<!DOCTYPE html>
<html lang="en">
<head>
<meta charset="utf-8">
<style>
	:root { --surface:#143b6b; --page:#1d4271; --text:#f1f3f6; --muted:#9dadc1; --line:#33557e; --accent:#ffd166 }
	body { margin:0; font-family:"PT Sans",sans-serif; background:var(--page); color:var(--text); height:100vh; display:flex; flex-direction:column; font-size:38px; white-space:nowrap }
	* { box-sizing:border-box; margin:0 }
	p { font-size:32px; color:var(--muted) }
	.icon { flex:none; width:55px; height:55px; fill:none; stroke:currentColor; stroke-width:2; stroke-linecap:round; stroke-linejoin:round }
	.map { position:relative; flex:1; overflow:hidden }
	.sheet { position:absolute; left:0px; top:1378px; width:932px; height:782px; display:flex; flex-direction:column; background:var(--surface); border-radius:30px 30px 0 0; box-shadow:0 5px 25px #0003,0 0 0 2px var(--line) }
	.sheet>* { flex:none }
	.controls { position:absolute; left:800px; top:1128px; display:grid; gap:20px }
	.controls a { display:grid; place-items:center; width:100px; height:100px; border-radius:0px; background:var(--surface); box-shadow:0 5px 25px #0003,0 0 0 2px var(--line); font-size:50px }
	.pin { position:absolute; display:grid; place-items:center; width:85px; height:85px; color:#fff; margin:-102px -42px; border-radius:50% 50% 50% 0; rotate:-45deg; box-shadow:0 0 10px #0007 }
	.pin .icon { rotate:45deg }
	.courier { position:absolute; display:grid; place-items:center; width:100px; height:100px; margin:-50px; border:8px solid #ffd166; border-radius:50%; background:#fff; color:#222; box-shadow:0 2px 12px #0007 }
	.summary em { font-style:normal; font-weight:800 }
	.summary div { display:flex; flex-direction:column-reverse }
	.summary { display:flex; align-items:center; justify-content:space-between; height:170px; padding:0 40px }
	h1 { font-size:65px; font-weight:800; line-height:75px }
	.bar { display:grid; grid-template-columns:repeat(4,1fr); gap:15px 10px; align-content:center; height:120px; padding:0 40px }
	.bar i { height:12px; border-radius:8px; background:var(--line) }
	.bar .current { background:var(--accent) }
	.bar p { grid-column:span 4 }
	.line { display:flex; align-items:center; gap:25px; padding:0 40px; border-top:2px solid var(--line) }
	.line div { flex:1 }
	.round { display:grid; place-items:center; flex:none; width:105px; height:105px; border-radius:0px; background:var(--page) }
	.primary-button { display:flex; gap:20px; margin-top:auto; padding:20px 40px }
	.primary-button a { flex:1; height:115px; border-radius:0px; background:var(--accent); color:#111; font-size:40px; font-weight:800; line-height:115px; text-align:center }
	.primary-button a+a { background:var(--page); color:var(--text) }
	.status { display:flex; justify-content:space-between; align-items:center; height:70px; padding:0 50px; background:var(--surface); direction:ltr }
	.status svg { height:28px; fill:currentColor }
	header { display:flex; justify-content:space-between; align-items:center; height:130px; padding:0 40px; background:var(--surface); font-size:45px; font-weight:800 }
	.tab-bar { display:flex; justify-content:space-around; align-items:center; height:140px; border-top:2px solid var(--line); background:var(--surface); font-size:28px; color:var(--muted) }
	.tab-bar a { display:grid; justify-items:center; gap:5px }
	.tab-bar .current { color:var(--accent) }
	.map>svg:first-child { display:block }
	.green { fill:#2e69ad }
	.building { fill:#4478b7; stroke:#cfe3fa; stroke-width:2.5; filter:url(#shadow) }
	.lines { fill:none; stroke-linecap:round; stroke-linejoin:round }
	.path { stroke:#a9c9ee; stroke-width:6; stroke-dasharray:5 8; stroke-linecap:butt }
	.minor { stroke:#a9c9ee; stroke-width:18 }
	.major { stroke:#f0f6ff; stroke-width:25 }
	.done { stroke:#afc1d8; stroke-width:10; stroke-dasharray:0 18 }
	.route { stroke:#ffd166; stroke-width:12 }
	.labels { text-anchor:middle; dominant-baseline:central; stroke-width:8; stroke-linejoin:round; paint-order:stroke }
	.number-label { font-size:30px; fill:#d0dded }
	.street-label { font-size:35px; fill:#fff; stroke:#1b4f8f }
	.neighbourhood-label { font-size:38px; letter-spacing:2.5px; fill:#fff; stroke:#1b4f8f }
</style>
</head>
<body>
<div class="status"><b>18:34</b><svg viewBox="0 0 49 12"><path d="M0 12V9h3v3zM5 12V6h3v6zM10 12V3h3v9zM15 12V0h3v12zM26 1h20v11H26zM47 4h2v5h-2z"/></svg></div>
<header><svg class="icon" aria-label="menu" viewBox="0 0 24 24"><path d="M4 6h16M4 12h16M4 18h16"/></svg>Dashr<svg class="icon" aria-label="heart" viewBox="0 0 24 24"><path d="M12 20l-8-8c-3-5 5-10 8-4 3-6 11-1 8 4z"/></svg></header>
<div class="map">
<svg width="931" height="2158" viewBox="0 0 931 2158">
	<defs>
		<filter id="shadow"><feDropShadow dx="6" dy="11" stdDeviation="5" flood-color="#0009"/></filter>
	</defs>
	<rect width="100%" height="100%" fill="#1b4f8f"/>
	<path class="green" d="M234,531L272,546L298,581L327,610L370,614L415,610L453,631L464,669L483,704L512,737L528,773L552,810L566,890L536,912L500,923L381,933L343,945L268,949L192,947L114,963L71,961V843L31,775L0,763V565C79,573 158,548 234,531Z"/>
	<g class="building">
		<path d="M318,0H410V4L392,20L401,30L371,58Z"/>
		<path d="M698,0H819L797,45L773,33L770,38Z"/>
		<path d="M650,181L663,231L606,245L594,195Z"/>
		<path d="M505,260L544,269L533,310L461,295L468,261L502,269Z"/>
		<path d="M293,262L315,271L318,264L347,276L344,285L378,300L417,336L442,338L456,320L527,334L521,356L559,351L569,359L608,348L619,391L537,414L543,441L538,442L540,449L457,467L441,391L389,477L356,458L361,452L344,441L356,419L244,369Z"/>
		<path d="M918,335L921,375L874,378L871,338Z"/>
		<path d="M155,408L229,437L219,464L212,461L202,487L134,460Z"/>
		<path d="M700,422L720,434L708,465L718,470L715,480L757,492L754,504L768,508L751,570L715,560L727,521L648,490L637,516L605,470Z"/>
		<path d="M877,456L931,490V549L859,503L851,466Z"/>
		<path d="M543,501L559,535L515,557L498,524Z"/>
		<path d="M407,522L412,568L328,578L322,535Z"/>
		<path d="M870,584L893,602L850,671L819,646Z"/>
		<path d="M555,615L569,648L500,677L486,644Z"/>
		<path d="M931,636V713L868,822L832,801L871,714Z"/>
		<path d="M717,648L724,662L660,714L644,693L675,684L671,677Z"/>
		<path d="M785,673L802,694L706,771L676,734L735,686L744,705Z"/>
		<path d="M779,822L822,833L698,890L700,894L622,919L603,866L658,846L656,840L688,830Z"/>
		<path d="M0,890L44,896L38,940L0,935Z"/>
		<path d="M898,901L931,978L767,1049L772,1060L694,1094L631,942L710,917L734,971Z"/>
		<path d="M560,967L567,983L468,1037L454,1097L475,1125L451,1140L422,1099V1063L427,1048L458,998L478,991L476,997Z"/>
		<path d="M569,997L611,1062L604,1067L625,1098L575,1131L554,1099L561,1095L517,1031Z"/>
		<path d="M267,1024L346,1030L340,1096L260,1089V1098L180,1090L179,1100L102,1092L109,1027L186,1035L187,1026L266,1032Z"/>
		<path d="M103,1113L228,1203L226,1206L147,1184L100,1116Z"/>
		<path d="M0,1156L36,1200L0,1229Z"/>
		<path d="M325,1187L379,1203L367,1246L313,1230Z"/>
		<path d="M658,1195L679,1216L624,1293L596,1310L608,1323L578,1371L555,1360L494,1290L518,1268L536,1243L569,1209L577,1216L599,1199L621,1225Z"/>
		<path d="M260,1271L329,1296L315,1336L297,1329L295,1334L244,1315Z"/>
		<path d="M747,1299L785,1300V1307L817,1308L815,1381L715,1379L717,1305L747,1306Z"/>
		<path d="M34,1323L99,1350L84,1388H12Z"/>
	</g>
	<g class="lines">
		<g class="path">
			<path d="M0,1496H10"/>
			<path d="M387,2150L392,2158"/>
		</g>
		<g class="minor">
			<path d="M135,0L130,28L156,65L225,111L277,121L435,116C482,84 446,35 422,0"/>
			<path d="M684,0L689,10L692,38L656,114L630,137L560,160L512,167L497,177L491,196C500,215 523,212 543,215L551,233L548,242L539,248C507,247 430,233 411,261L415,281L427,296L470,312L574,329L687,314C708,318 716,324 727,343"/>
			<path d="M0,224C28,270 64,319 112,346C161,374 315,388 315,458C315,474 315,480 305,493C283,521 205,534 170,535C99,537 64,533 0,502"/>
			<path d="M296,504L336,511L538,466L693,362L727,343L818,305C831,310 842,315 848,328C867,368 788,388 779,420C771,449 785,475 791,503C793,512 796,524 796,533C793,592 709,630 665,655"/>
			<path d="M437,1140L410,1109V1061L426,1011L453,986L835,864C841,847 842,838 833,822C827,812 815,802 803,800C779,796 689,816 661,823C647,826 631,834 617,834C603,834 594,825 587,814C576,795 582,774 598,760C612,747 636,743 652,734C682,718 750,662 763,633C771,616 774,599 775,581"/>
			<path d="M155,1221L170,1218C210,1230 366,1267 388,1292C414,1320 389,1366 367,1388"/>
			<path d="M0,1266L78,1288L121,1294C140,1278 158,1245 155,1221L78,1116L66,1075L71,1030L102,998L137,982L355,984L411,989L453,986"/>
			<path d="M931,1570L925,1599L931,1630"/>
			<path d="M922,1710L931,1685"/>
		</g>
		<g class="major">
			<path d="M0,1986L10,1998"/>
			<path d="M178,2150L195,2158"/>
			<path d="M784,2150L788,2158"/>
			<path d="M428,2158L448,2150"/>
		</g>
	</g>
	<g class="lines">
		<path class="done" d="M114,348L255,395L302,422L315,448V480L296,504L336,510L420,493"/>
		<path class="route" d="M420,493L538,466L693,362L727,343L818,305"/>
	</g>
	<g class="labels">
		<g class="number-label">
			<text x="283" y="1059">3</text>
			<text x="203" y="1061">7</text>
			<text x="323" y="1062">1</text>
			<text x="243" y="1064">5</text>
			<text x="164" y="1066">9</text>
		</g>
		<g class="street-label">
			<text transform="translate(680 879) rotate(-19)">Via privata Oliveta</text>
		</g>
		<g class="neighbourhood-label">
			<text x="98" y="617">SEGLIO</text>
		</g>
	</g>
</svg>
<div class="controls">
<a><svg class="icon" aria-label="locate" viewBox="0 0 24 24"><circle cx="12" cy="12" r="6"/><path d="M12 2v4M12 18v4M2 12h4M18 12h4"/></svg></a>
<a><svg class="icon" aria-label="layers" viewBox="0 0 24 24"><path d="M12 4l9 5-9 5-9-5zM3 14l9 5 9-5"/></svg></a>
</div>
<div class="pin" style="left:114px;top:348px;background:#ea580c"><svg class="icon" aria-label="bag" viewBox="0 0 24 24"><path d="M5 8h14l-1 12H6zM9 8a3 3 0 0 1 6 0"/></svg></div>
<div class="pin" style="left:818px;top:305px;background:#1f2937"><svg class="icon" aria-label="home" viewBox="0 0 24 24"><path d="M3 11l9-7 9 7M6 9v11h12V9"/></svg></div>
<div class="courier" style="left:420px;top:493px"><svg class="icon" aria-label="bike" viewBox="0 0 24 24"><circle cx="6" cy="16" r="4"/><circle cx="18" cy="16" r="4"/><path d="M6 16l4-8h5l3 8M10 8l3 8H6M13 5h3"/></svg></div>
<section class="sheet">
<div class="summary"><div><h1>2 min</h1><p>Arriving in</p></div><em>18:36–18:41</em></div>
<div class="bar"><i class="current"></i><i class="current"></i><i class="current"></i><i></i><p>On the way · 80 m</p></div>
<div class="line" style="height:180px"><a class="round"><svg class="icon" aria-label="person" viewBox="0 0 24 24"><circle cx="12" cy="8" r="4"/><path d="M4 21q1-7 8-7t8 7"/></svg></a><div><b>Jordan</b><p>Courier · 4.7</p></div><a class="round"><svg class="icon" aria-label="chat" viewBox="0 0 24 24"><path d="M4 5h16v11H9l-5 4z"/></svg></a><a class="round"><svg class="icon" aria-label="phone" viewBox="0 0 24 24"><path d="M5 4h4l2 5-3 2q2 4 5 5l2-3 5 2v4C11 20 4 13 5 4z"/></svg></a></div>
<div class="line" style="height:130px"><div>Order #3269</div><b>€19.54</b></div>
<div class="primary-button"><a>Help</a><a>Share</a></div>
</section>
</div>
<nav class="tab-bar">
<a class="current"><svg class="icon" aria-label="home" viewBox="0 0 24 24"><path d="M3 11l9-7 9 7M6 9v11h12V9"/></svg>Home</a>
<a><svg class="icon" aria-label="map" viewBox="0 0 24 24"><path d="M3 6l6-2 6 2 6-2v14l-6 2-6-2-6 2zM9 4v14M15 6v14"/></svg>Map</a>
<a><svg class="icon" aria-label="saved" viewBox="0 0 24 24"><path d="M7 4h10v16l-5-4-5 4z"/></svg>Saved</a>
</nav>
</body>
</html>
────────────────────
AIM OF THE EXERCISE - Repeat every line of the data word for word until you have repeated the line that contains "--surface:#143b6b; --page:#1d4271; --text:#f1f3f6;", which is the last one to include.

TASK ANSWER -
<!DOCTYPE html>
<html lang="en">
<head>
<meta charset="utf-8">
<style>
	:root { --surface:#143b6b; --page:#1d4271; --text:#f1f3f6; --muted:#9dadc1; --line:#33557e; --accent:#ffd166 }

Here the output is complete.